# Task description
In the data that follows, count the lines where "blocks" appears, and write only the number.

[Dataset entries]
++++
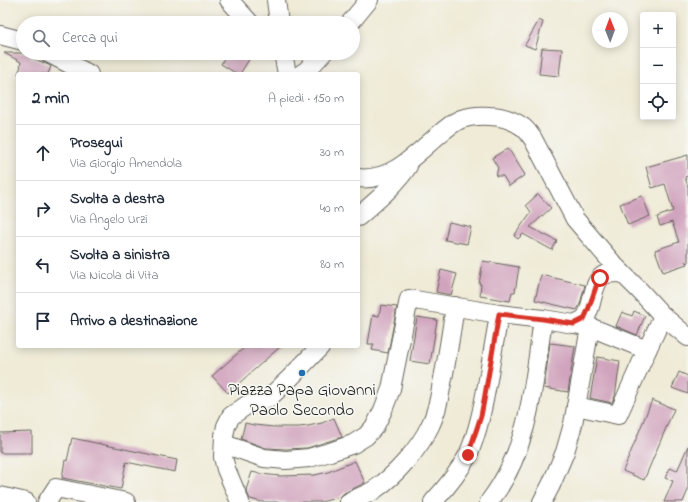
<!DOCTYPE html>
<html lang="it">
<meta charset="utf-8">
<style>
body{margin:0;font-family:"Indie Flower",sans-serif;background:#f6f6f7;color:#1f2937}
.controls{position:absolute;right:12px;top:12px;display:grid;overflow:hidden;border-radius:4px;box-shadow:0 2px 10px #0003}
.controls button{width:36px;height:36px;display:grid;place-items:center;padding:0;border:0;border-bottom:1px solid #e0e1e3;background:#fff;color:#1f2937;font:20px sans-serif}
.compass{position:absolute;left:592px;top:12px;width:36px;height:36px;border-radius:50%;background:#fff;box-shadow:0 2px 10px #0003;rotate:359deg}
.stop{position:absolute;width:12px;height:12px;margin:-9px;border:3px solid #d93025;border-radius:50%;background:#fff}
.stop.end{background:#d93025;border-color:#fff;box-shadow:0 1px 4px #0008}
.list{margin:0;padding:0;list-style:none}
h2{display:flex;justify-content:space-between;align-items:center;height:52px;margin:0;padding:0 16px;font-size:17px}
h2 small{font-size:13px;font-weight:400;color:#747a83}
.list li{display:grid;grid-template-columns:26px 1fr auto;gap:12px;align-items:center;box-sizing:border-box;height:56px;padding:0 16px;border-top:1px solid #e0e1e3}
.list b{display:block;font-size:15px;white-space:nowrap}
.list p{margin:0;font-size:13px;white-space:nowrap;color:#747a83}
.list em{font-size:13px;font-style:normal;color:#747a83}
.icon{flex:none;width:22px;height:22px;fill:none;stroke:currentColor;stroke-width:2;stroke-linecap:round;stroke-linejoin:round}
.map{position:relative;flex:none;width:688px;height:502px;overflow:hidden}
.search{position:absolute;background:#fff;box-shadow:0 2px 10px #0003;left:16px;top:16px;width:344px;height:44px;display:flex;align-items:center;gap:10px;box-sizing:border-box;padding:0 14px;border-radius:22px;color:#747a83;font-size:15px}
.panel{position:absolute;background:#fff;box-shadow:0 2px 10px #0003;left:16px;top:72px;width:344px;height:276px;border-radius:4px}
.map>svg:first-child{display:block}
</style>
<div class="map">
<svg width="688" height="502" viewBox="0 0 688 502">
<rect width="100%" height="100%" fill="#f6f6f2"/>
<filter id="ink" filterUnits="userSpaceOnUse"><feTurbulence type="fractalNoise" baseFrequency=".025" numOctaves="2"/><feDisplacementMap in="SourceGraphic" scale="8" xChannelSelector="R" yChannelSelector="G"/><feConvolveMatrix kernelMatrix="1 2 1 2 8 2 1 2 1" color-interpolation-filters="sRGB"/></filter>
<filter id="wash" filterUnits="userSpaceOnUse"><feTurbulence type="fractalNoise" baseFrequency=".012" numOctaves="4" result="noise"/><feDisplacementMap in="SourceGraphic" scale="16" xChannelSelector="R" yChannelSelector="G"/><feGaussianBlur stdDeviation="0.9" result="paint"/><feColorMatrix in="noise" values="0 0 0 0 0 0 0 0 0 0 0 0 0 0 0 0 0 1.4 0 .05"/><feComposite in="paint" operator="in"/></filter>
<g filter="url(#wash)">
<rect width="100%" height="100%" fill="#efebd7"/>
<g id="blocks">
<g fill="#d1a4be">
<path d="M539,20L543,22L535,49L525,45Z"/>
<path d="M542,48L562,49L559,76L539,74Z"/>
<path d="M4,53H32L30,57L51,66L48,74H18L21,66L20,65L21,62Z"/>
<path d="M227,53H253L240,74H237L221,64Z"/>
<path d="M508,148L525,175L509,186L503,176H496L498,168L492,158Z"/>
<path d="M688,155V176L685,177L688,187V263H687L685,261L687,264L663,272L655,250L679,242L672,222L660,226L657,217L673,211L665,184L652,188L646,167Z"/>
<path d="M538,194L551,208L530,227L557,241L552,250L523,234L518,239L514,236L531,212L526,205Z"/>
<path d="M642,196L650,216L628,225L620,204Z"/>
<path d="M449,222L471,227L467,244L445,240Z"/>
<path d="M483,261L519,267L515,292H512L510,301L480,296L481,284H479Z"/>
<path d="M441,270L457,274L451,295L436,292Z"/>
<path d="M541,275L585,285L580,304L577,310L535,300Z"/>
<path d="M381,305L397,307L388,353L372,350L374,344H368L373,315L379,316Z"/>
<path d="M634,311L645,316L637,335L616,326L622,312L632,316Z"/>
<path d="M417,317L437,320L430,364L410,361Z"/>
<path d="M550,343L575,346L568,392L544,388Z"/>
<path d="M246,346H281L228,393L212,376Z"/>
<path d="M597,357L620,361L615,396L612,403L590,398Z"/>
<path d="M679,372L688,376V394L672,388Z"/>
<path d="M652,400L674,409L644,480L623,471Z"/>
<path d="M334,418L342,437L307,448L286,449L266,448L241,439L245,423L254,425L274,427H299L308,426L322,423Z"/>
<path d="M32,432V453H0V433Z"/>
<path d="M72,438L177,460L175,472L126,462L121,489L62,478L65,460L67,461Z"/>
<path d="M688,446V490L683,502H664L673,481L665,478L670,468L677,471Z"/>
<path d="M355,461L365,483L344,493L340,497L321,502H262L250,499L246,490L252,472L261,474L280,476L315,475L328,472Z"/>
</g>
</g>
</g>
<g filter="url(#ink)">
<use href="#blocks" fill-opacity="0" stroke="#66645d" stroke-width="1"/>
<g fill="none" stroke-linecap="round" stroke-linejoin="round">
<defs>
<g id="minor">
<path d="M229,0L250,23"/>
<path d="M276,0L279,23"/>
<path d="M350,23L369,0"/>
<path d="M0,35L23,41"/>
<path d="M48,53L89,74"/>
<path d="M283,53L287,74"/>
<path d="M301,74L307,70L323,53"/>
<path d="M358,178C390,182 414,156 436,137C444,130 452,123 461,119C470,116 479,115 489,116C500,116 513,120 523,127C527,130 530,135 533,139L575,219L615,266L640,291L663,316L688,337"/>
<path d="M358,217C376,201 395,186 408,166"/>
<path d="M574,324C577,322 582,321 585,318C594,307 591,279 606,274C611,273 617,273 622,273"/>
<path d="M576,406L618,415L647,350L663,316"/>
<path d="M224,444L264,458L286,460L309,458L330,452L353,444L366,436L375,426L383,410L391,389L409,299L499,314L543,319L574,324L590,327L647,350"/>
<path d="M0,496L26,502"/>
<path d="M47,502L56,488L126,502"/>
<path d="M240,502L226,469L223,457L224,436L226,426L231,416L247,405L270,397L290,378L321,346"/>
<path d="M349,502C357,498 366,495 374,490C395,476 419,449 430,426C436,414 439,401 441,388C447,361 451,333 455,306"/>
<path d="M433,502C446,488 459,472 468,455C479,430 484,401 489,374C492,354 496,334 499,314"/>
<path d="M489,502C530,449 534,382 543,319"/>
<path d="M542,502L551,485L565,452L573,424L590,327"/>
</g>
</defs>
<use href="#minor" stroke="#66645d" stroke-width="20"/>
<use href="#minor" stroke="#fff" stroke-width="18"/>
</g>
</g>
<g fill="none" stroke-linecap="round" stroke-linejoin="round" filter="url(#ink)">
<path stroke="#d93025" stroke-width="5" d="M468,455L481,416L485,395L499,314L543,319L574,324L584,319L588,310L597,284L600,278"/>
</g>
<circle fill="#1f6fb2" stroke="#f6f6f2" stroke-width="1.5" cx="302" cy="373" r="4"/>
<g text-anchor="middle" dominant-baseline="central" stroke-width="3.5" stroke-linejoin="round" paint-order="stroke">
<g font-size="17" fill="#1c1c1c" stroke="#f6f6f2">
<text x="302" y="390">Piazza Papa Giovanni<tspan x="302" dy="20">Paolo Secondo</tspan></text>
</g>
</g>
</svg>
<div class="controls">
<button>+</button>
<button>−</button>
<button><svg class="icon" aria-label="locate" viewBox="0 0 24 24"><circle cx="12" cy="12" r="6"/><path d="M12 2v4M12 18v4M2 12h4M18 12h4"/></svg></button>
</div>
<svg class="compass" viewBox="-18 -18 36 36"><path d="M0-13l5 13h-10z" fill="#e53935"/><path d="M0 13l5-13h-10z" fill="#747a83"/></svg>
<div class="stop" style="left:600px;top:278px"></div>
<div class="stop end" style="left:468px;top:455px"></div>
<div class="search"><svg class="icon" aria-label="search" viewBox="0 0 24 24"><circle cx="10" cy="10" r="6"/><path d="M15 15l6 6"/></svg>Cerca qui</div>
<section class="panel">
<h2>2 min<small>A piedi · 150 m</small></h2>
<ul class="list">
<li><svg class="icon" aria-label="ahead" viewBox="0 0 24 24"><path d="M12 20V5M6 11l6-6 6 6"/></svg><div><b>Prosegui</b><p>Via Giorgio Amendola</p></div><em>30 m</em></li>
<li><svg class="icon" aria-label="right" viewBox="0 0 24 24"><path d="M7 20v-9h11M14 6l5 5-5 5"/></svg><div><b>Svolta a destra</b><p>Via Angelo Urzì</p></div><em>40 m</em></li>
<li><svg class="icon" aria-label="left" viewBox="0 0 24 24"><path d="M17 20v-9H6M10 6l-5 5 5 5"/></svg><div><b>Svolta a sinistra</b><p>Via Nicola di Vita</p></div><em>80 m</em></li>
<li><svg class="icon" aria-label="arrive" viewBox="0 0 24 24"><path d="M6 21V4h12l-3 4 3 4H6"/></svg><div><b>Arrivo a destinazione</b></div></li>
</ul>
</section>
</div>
++++
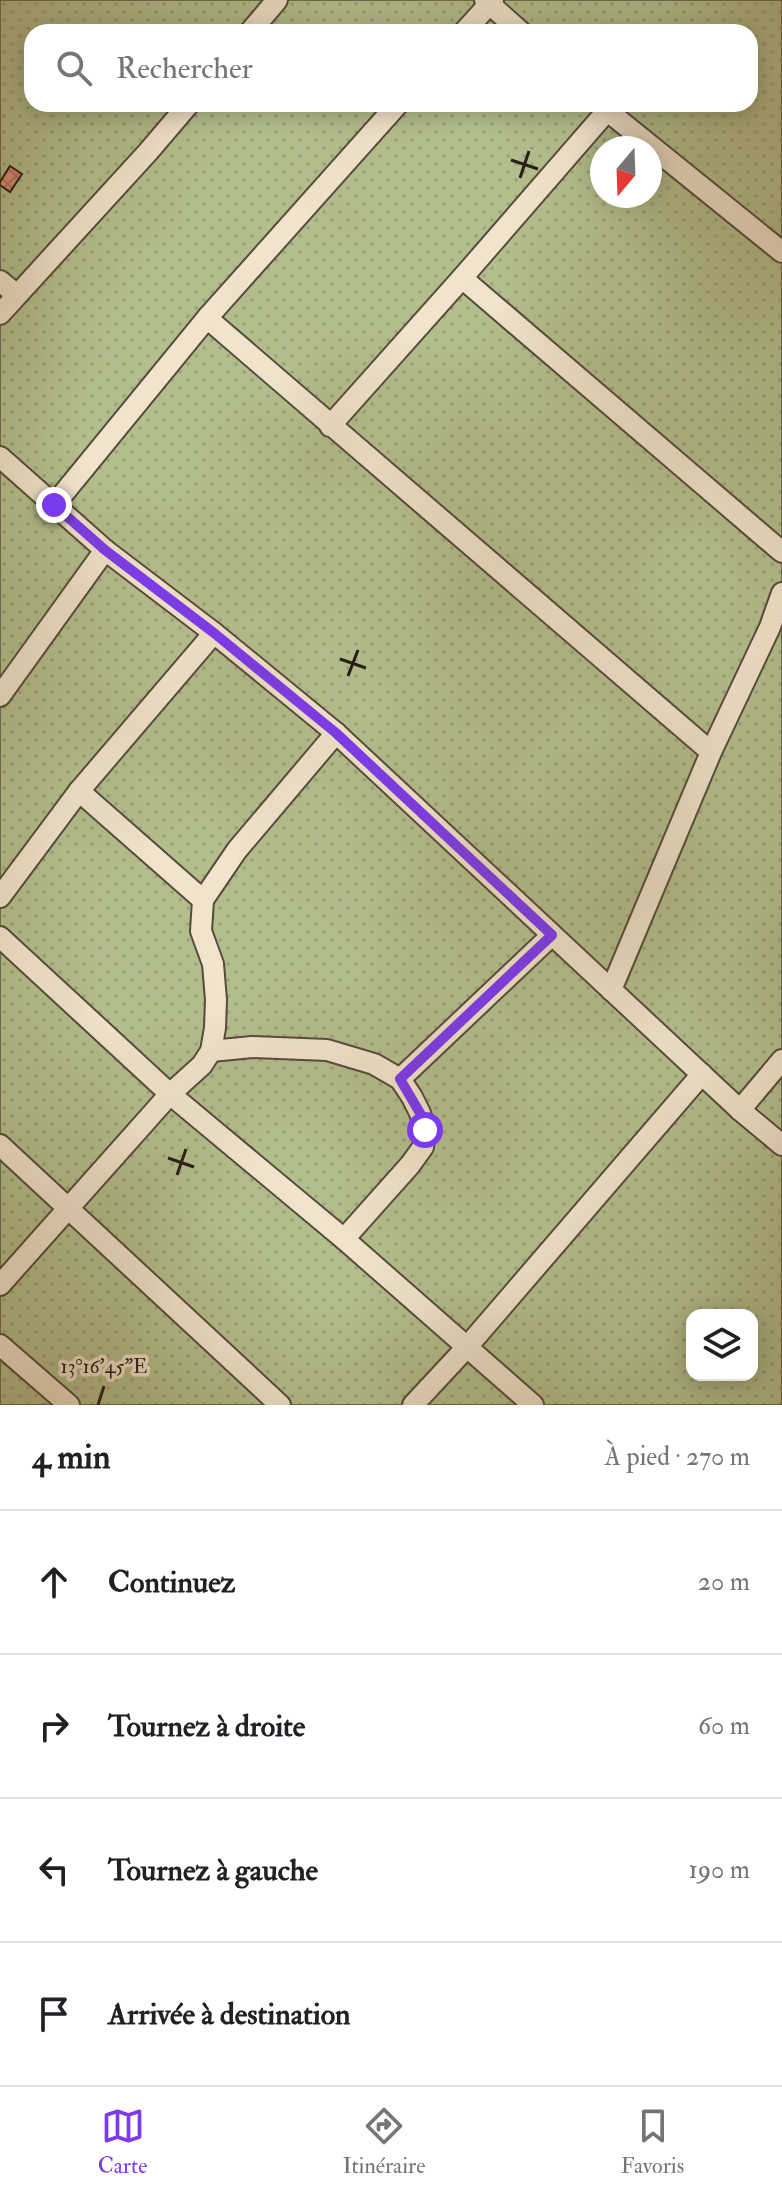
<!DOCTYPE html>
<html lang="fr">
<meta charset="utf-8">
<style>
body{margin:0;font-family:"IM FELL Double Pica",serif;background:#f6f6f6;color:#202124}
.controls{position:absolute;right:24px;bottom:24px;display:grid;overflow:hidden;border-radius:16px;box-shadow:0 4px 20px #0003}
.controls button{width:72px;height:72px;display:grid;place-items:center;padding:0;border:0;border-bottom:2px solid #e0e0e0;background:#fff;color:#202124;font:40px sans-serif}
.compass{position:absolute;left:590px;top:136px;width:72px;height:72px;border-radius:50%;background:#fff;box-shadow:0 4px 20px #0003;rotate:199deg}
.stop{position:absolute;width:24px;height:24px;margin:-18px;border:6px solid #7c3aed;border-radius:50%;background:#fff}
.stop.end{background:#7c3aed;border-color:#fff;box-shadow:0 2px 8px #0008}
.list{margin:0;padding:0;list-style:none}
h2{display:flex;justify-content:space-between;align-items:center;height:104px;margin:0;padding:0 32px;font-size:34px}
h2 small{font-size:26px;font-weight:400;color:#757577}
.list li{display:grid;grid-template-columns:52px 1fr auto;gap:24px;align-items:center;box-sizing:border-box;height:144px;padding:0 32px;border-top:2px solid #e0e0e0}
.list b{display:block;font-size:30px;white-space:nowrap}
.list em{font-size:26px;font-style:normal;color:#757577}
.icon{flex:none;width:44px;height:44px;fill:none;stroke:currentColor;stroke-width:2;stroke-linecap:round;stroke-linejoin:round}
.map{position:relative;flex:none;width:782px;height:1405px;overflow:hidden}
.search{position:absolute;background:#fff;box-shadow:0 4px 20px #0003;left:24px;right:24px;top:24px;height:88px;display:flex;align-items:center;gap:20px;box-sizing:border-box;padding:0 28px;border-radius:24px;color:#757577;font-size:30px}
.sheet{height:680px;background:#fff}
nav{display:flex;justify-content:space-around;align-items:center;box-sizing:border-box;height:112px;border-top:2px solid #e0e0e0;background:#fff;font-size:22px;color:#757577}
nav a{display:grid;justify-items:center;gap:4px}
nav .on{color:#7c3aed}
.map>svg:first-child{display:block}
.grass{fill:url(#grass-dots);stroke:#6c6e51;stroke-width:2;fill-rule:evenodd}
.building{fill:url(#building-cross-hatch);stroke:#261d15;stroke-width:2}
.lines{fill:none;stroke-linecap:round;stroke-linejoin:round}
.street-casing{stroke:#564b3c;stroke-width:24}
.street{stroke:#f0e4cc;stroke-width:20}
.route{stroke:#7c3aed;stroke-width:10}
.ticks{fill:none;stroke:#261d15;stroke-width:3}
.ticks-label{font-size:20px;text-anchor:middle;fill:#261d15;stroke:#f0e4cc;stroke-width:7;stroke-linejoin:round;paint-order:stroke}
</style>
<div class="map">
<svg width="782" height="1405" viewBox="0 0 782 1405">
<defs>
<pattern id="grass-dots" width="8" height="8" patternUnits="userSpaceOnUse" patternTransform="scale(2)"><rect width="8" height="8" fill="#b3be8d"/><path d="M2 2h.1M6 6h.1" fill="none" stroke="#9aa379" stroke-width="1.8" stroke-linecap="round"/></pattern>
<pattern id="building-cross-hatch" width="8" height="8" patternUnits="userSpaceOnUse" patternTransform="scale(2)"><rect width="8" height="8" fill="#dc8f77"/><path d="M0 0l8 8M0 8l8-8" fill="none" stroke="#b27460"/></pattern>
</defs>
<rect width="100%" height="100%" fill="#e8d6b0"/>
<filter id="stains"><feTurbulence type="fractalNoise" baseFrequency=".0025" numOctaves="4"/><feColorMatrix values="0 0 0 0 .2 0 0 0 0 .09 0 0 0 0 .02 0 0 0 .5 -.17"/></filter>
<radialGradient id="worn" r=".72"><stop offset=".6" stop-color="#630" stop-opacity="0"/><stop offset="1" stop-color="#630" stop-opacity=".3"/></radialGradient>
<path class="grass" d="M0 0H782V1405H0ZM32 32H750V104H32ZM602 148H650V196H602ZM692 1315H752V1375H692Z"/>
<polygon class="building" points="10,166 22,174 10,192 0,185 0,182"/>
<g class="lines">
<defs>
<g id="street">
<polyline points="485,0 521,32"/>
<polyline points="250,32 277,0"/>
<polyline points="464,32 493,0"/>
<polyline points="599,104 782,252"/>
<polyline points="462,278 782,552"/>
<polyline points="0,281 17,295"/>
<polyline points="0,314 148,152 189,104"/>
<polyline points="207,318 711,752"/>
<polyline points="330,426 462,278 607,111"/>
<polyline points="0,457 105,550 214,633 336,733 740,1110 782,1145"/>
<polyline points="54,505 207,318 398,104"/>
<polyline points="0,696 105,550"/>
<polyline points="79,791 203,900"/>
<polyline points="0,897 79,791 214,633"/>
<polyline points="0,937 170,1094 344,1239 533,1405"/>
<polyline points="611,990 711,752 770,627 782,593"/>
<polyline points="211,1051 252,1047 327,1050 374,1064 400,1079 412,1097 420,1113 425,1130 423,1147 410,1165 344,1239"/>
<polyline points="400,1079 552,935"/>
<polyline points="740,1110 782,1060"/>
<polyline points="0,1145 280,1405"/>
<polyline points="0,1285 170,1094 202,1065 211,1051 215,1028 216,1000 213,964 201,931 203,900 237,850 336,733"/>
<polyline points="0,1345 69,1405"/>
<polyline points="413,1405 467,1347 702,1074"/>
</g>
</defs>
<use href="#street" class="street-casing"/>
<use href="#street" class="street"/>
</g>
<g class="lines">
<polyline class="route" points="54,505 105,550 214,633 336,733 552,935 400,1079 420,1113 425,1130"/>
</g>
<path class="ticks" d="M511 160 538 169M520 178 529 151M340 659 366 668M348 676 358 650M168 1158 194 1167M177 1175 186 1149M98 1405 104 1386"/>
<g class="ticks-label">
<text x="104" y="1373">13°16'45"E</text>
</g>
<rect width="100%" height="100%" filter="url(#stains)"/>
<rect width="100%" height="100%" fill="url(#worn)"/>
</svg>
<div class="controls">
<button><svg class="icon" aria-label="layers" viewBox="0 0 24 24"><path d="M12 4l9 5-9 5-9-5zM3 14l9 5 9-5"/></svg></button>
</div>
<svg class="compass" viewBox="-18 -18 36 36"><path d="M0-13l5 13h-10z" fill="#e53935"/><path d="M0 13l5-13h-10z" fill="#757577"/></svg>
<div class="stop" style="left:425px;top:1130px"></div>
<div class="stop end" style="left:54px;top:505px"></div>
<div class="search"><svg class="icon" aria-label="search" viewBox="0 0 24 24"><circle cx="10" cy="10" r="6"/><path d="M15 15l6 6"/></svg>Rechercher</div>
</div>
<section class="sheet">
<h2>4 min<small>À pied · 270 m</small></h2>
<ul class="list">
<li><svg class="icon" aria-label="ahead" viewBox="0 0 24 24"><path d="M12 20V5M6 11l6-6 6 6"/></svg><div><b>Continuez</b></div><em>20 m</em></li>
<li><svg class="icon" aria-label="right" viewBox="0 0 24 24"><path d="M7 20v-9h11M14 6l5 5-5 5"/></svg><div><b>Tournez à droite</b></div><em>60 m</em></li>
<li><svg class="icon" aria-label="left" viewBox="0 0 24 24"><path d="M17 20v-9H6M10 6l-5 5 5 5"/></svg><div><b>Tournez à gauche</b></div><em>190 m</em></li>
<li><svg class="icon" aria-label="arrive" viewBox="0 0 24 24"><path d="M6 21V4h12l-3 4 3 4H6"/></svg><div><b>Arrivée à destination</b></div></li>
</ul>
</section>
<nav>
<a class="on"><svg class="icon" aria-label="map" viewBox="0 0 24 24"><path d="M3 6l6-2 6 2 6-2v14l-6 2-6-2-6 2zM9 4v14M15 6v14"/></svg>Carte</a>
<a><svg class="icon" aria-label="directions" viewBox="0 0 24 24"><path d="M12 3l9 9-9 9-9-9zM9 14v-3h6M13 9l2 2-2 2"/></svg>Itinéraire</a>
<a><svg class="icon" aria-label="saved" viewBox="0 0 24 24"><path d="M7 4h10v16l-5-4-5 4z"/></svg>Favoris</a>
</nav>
++++
# Task solution
2